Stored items
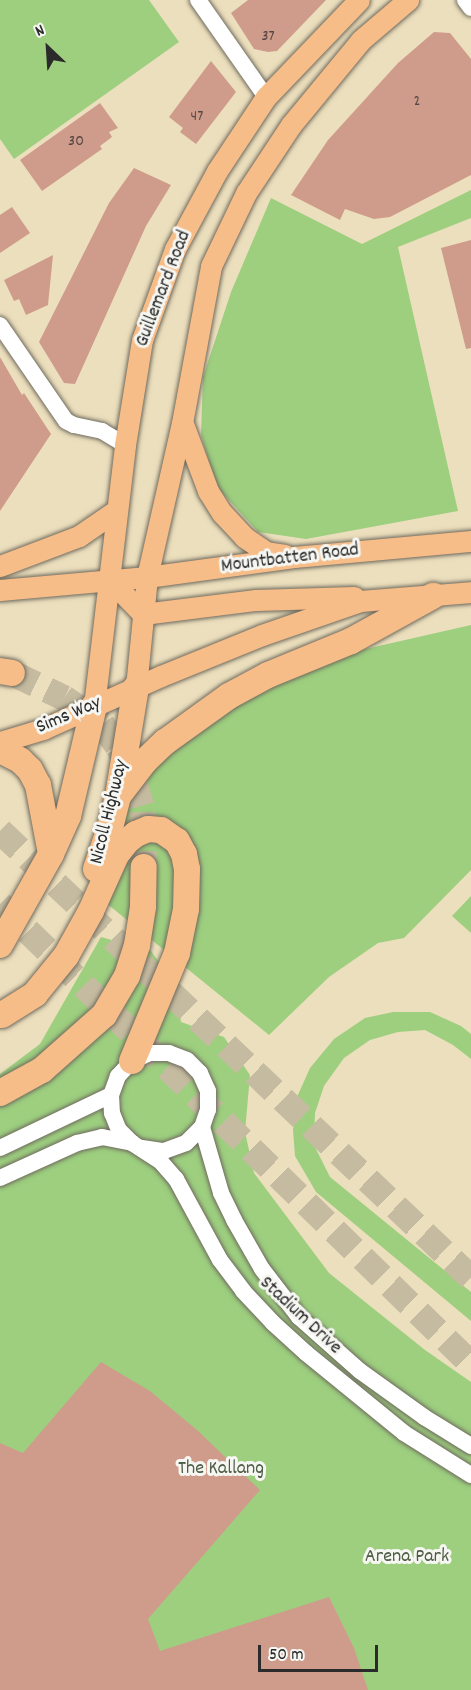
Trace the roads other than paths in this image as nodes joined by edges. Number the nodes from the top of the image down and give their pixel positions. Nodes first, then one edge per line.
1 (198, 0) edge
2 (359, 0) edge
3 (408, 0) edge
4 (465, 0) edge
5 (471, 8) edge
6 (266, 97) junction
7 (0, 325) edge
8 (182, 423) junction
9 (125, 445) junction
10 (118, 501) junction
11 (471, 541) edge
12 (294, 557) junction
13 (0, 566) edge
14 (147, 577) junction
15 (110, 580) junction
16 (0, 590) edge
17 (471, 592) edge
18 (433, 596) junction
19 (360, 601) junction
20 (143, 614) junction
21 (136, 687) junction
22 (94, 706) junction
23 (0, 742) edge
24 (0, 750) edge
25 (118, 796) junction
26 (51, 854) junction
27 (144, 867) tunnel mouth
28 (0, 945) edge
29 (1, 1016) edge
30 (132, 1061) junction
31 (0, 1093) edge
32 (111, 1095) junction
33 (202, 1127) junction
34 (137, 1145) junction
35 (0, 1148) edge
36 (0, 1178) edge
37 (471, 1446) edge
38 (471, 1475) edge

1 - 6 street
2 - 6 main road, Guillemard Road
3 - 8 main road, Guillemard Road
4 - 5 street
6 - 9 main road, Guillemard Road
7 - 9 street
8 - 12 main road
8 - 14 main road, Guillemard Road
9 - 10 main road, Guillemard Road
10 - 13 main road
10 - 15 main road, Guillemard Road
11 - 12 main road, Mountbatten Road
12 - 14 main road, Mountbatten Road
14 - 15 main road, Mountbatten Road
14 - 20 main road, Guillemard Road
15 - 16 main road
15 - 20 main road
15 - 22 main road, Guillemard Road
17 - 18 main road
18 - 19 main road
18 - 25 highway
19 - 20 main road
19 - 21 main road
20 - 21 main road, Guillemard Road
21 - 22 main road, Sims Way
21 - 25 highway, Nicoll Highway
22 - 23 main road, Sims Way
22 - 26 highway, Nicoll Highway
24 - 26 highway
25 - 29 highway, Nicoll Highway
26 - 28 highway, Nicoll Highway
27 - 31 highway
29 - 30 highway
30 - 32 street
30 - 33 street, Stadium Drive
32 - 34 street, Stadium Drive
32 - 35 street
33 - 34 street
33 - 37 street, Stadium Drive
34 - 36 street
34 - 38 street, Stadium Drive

**INSTRUCTIONS FOR THE TASK**
Reproduce every line from the preceding data in which the word "Drive" can be found.

**OUTPUT FOR THIS EXERCISE**
30 - 33 street, Stadium Drive
32 - 34 street, Stadium Drive
33 - 37 street, Stadium Drive
34 - 38 street, Stadium Drive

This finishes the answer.